Abstract
Purpose :
To investigate quantitative differences in optical coherence tomography angiography (OCTA) data between DM1 patients with no signs of diabetic retinopathy (DR) and non-diabetic subjects.
Methods :
OCTA imaging was performed on DM1 patients with no signs of nonproliferative DR and healthy, age matched controls. Parafoveal vessel density as well as foveal avascular zone (FAZ) area in superficial capillary plexus (SCP) and the deep capillary plexus (DCP) were calculated with automated quantification software and compared between patient cohorts.
Results :
A significant decrease in parafoveal vessel density was seen in the DCP of DM1 patients compared to non-diabetic controls (58.7% ± 3.6% vs 60.7% ± 2.4%, P=0.029). There was no significant difference in SCP parafoveal vessel density, DCP FAZ area, or SCP FAZ area between cohorts. There was no significant correlation between diabetes duration and HbA1c% and the reduction of parafoveal vessel density in DCP (r=-0.29, p=0.12; r=-0.13, p=0.52).
Conclusions :
DM1 patients with no signs of diabetic retinopathy showed reduced parafoveal vessel density in the DCP on OCTA when compared to non-diabetic controls.
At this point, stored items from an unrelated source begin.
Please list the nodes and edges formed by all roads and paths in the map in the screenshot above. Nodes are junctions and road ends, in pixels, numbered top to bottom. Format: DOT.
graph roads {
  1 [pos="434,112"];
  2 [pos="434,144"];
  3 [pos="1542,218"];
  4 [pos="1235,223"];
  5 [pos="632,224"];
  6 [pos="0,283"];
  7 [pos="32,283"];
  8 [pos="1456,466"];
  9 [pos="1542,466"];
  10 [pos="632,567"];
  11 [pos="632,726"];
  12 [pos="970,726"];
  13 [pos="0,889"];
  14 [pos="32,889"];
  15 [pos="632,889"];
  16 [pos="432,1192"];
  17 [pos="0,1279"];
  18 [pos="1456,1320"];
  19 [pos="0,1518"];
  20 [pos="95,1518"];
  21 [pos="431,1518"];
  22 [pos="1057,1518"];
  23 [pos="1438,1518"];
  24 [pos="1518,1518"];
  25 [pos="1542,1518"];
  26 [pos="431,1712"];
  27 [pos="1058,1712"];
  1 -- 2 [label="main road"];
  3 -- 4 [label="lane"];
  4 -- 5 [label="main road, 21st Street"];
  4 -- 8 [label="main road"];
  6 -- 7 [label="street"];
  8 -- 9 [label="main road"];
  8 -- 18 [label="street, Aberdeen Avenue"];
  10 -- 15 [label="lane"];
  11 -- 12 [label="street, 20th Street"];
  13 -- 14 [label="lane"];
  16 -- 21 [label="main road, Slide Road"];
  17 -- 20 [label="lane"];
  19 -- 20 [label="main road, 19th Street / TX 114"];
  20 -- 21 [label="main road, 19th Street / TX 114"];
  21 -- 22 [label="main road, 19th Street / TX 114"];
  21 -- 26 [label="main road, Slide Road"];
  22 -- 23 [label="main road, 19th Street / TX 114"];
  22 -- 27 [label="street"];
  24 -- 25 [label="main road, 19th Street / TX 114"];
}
These OCTA finding suggests that parafoveal capillary nonperfusion represents an early process in DM1 related retinal changes and occurs initially at the level of the DCP. Further investigation is needed to understand the prognostic role of these vascular changes.
This is an abstract that was submitted for the 2017 ARVO Annual Meeting, held in Baltimore, MD, May 7-11, 2017.